**WORK ORDER:** Pull out every line with the word "points" from the entries below.

**DATASET ENTRIES:**
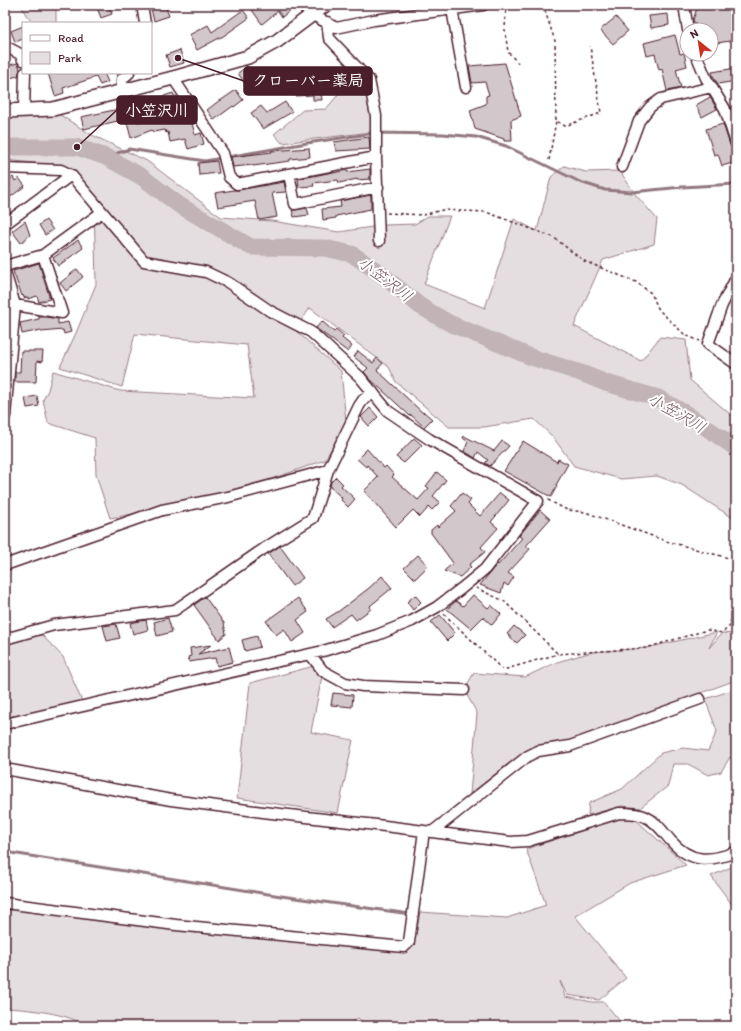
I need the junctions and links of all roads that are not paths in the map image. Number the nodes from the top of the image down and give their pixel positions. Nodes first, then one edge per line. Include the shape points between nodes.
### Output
1 (142, 5) edge
2 (325, 5) edge
3 (483, 5) edge
4 (684, 5) edge
5 (455, 8) edge
6 (313, 15) junction
7 (146, 22) edge
8 (326, 22) junction
9 (687, 22) edge
10 (5, 46) edge
11 (22, 58) edge
12 (699, 62) edge
13 (25, 74) edge
14 (128, 74) edge
15 (173, 78) junction
16 (466, 87) dead end
17 (712, 87) junction
18 (122, 91) junction
19 (24, 110) junction
20 (5, 111) edge
21 (736, 143) edge
22 (376, 157) junction
23 (622, 167) dead end
24 (5, 168) edge
25 (289, 174) junction
26 (71, 175) junction
27 (378, 187) junction
28 (102, 212) junction
29 (5, 224) edge
30 (379, 241) dead end
31 (43, 255) junction
32 (5, 266) edge
33 (5, 272) edge
34 (736, 278) edge
35 (15, 305) junction
36 (736, 364) edge
37 (373, 392) junction
38 (5, 416) edge
39 (328, 470) junction
40 (5, 565) edge
41 (5, 639) edge
42 (310, 654) junction
43 (464, 690) dead end
44 (700, 699) dead end
45 (5, 724) edge
46 (5, 769) edge
47 (428, 831) junction
48 (736, 852) edge
49 (5, 903) edge

1 - 7 street
2 - 6 main road
3 - 5 street
4 - 9 street
5 - 8 street via 336,28
5 - 16 street
6 - 8 street
6 - 15 main road via 278,41 248,56
8 - 22 street via 329,38 334,45 369,80 376,116
10 - 11 street via 20,54
12 - 17 street
13 - 19 street
14 - 18 street via 122,79
15 - 18 main road
15 - 25 street via 222,153 229,177 237,184
17 - 21 street via 725,109
17 - 23 street via 661,99 650,107 639,121
18 - 19 main road via 53,109
19 - 20 main road
22 - 25 street
22 - 27 street
24 - 26 street via 61,170
25 - 27 street via 295,204
26 - 28 street
26 - 29 street
27 - 30 street
28 - 31 street
28 - 37 street via 144,261 206,272 229,283 270,311 311,332
31 - 32 street
31 - 35 street via 62,313
33 - 35 street
34 - 36 street via 708,344
35 - 38 street
37 - 39 street via 359,406
37 - 42 street via 388,411 429,439 538,501 485,570 437,607 412,622 377,635
39 - 40 street via 228,497 162,510
39 - 41 street via 313,518 175,610 54,625
42 - 43 street via 323,671 345,683
42 - 45 street
44 - 47 street via 570,746 538,751
46 - 47 street via 171,800
47 - 48 street via 510,842 528,841 619,813 633,813 646,817 658,825 671,841 691,857 721,858
47 - 49 street via 409,942 404,947 176,925

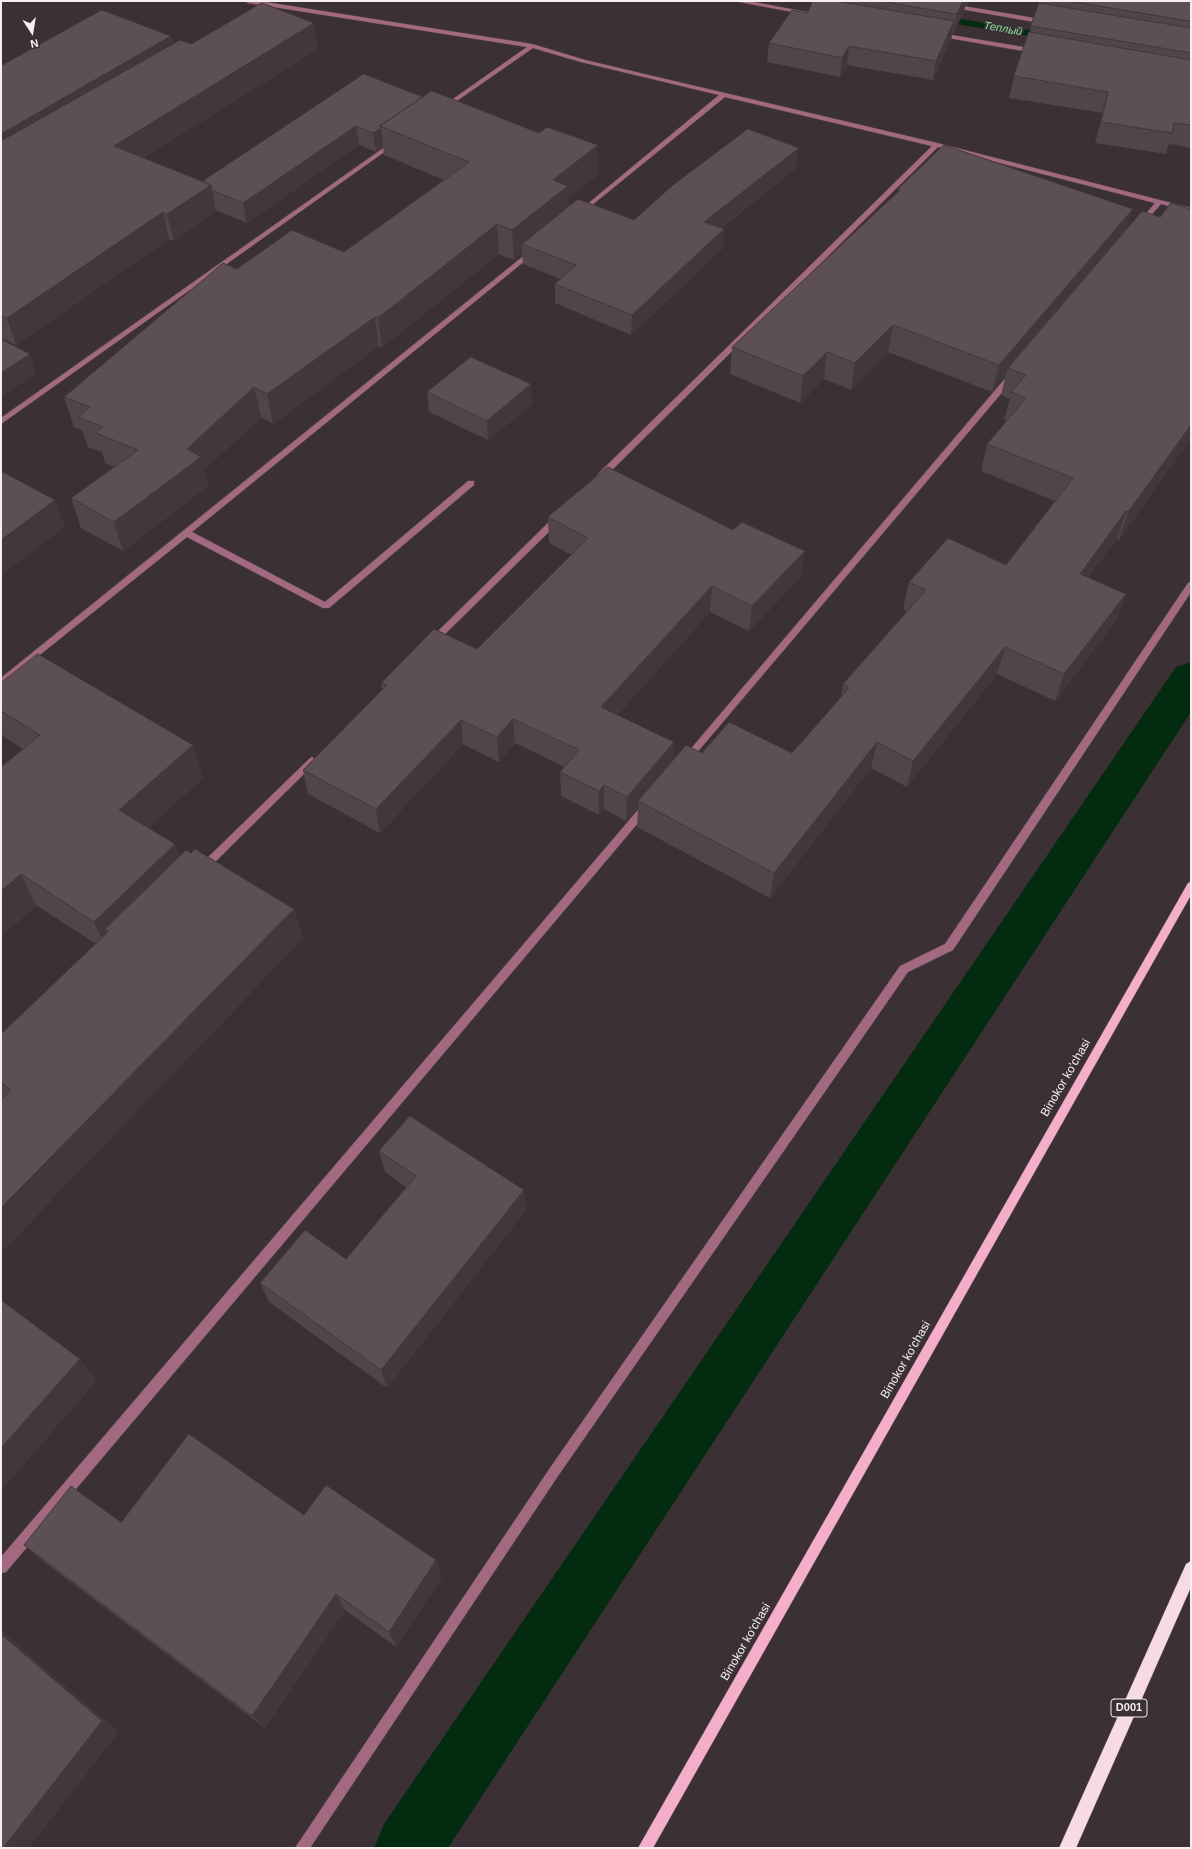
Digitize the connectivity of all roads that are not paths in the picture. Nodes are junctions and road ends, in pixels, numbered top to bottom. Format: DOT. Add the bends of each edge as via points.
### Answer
graph roads {
  1 [pos="248,1"];
  2 [pos="737,1"];
  3 [pos="281,5"];
  4 [pos="943,5"];
  5 [pos="267,13"];
  6 [pos="831,17"];
  7 [pos="1052,23"];
  8 [pos="933,34"];
  9 [pos="532,46"];
  10 [pos="1042,52"];
  11 [pos="724,96"];
  12 [pos="441,110"];
  13 [pos="402,138"];
  14 [pos="937,144"];
  15 [pos="1159,202"];
  16 [pos="1191,210"];
  17 [pos="575,216"];
  18 [pos="1133,232"];
  19 [pos="538,246"];
  20 [pos="1020,366"];
  21 [pos="1,422"];
  22 [pos="597,480"];
  23 [pos="471,483"];
  24 [pos="563,514"];
  25 [pos="186,532"];
  26 [pos="1191,586"];
  27 [pos="426,648"];
  28 [pos="1,683"];
  29 [pos="319,754"];
  30 [pos="678,769"];
  31 [pos="652,799"];
  32 [pos="194,877"];
  33 [pos="1191,886"];
  34 [pos="1,1567"];
  35 [pos="1191,1569"];
  36 [pos="302,1848"];
  37 [pos="645,1848"];
  38 [pos="1067,1848"];
  1 -- 3 [label="street"];
  2 -- 6 [label="street"];
  3 -- 5 [label="street"];
  3 -- 9 [label="street"];
  4 -- 7 [label="street"];
  8 -- 10 [label="street"];
  9 -- 11 [label="street"];
  9 -- 12 [label="street"];
  11 -- 14 [label="street"];
  11 -- 17 [label="street"];
  13 -- 21 [label="street"];
  14 -- 15 [label="street"];
  14 -- 22 [label="street"];
  15 -- 16 [label="street"];
  15 -- 18 [label="street"];
  19 -- 25 [label="street"];
  20 -- 30 [label="street"];
  23 -- 25 [label="street" via="326,606"];
  24 -- 27 [label="street"];
  25 -- 28 [label="street"];
  26 -- 36 [label="street" via="949,947 904,969 554,1472"];
  29 -- 32 [label="street"];
  31 -- 34 [label="street"];
  33 -- 37 [label="main road, Binokor ko'chasi"];
  35 -- 38 [label="highway, D001"];
}
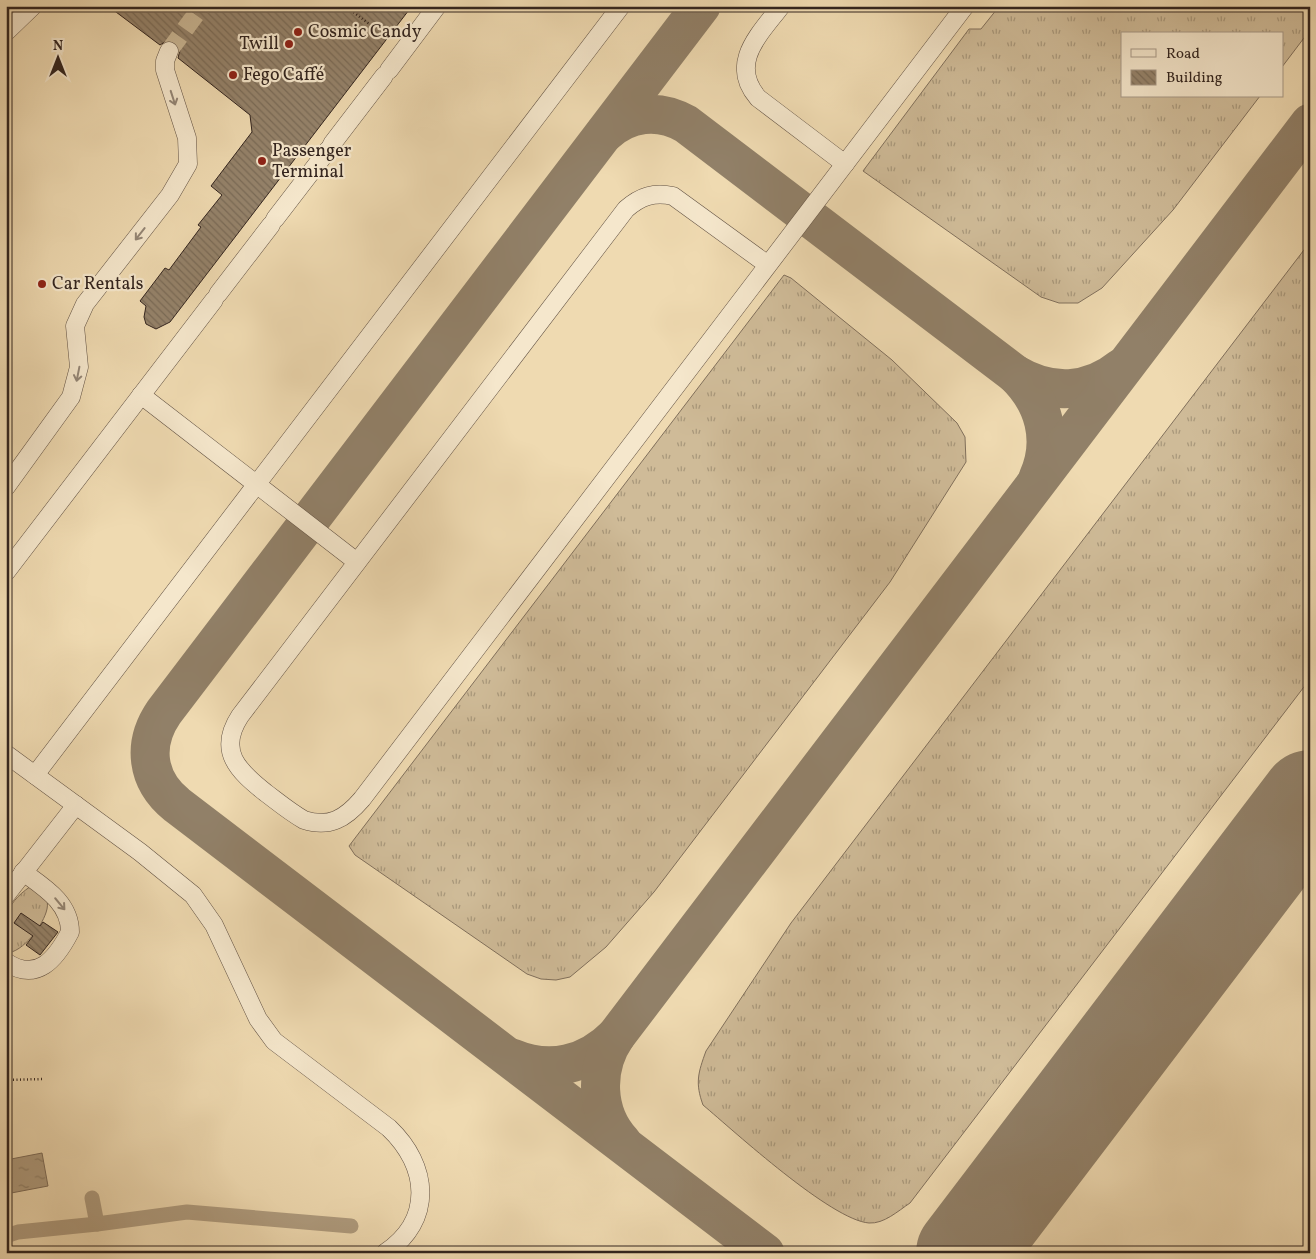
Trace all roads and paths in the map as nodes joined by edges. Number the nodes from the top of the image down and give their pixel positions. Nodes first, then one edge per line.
1 (32, 6) edge
2 (345, 6) edge
3 (437, 6) edge
4 (621, 6) edge
5 (781, 6) edge
6 (965, 6) edge
7 (376, 29) dead end
8 (6, 32) edge
9 (169, 51) tunnel mouth
10 (845, 164) junction
11 (768, 265) junction
12 (141, 395) junction
13 (258, 485) junction
14 (6, 487) edge
15 (357, 562) junction
16 (6, 572) edge
17 (6, 754) edge
18 (35, 776) junction
19 (76, 805) junction
20 (23, 872) junction
21 (6, 895) edge
22 (6, 962) edge
23 (44, 1079) dead end
24 (6, 1080) edge
25 (385, 1253) edge

1 - 8 street
2 - 7 path
3 - 12 street
4 - 13 street
5 - 10 street
6 - 10 street
9 -> 14 street
10 - 11 street
11 - 15 street
11 - 15 street
12 - 13 street
12 - 16 street
13 - 15 street
13 - 18 street
17 - 18 street
18 - 19 street
19 - 20 street
19 - 25 street
20 - 21 street
20 -> 22 street
23 - 24 path

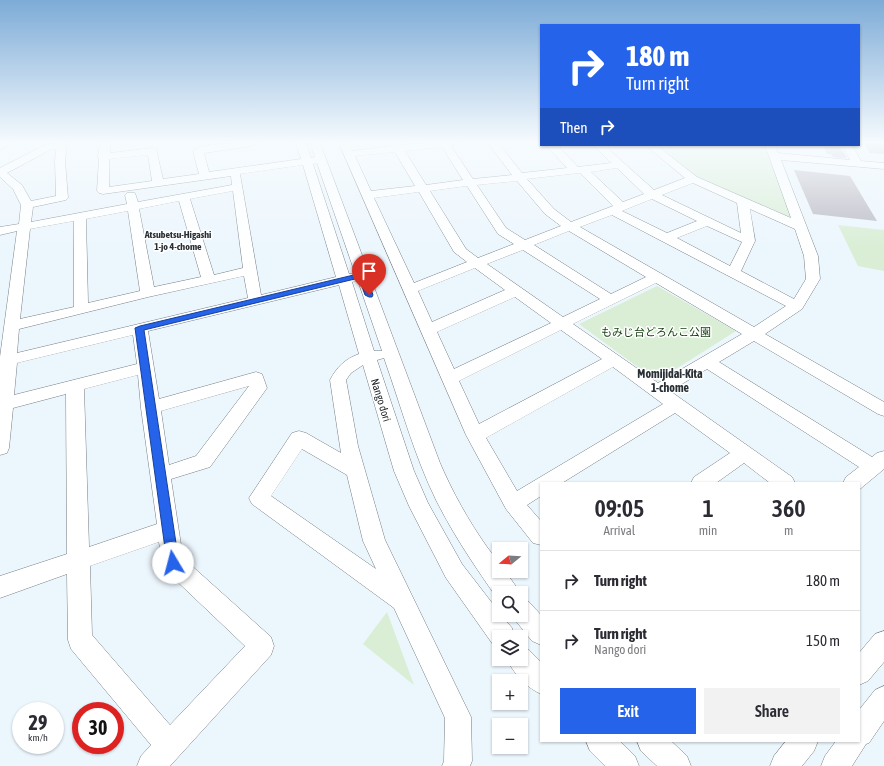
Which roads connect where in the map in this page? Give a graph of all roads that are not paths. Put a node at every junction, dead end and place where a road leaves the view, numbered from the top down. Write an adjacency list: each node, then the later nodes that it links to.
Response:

**ANSWER BOX:**
I need the junctions and links of all roads that are not paths in the map image. Number the nodes from the top of the image down and give their pixel positions. Nodes first, then one edge per line. Include the shape points between nodes.
Digitize the connectivity of all roads that are not paths in the picture. Nodes are junctions and road ends, in pixels, numbered top to bottom. Format: DOT. Add the bends of each edge as via points.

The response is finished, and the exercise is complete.